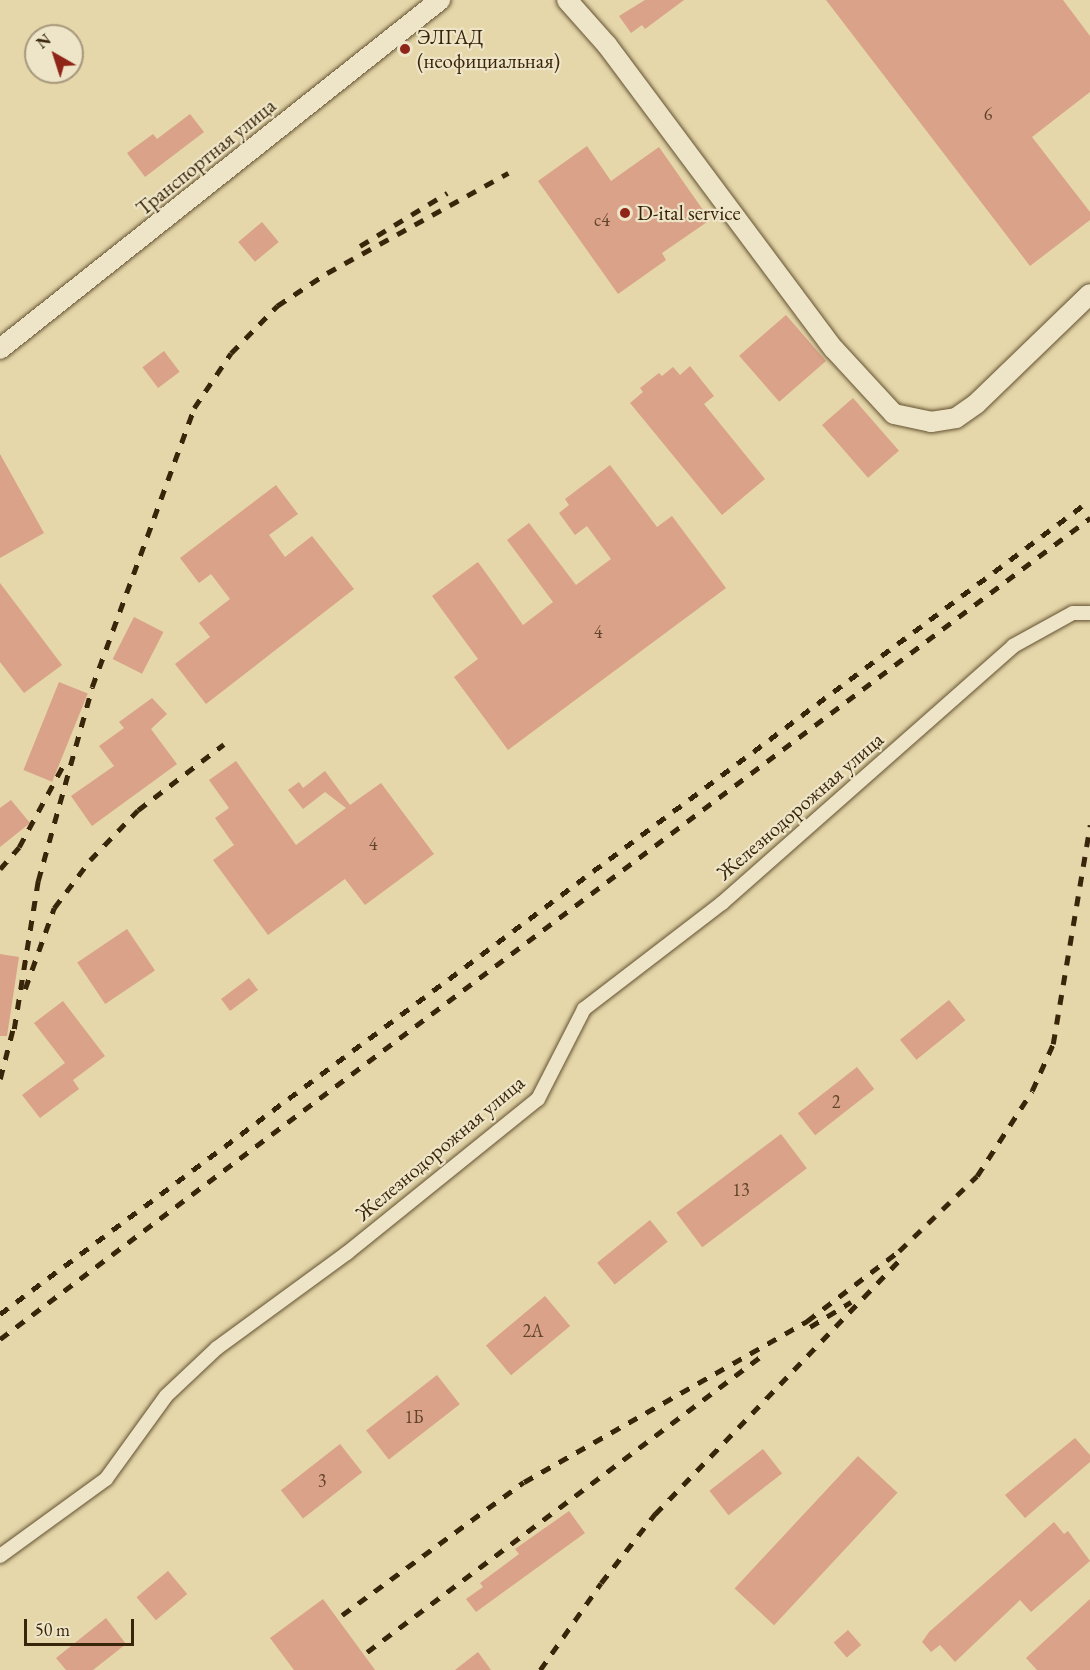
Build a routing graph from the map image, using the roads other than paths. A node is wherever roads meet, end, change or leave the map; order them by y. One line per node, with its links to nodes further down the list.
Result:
1 (440, 0): 4 (street, Транспортная улица)
2 (567, 0): 3 (street)
3 (1090, 294)
4 (0, 349)
5 (1090, 613): 6 (street, Железнодорожная улица)
6 (0, 1556)

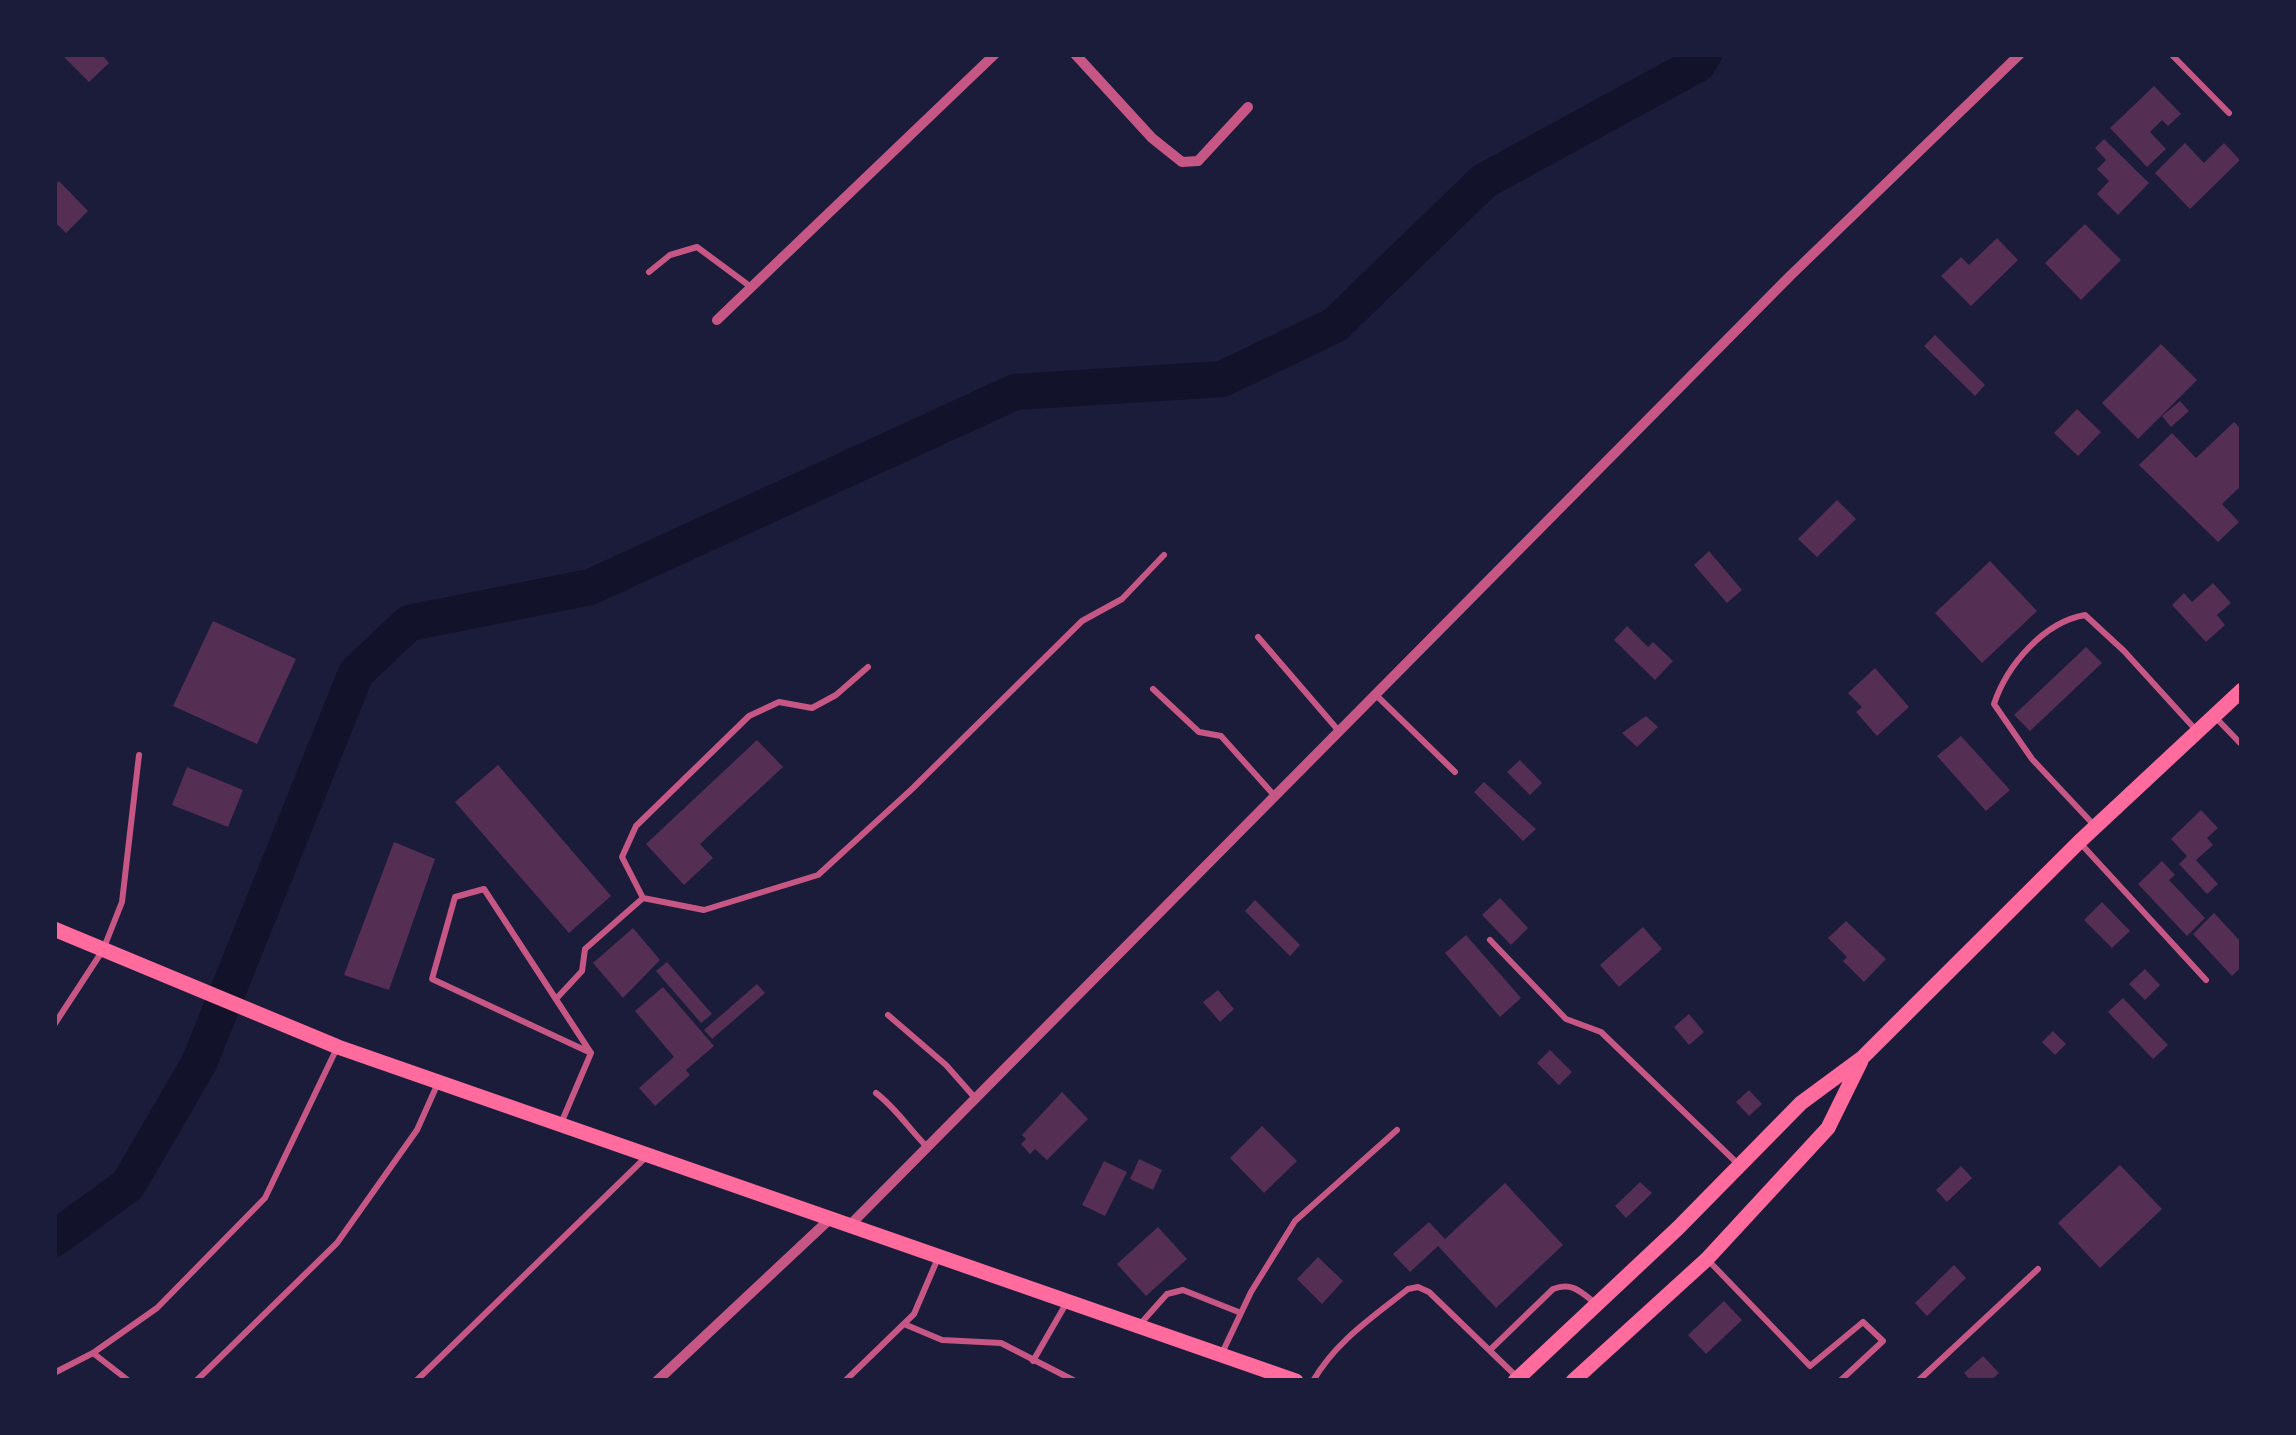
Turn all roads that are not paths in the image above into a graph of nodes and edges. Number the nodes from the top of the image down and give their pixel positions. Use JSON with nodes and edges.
▬▬▬▬▬▬
■ **Exercise brief**: Find the lines above that contain the word "nodes" and collect them.

■ **Task answer**:
Build a routing graph from the map image, using the roads other than paths. A node is wherever roads meet, end, change or leave the map; order them by y. One line per node, with its links to nodes further down the list.
Turn all roads that are not paths in the image above into a graph of nodes and edges. Number the nodes from the top of the image down and give their pixel positions. Use JSON with nodes and edges.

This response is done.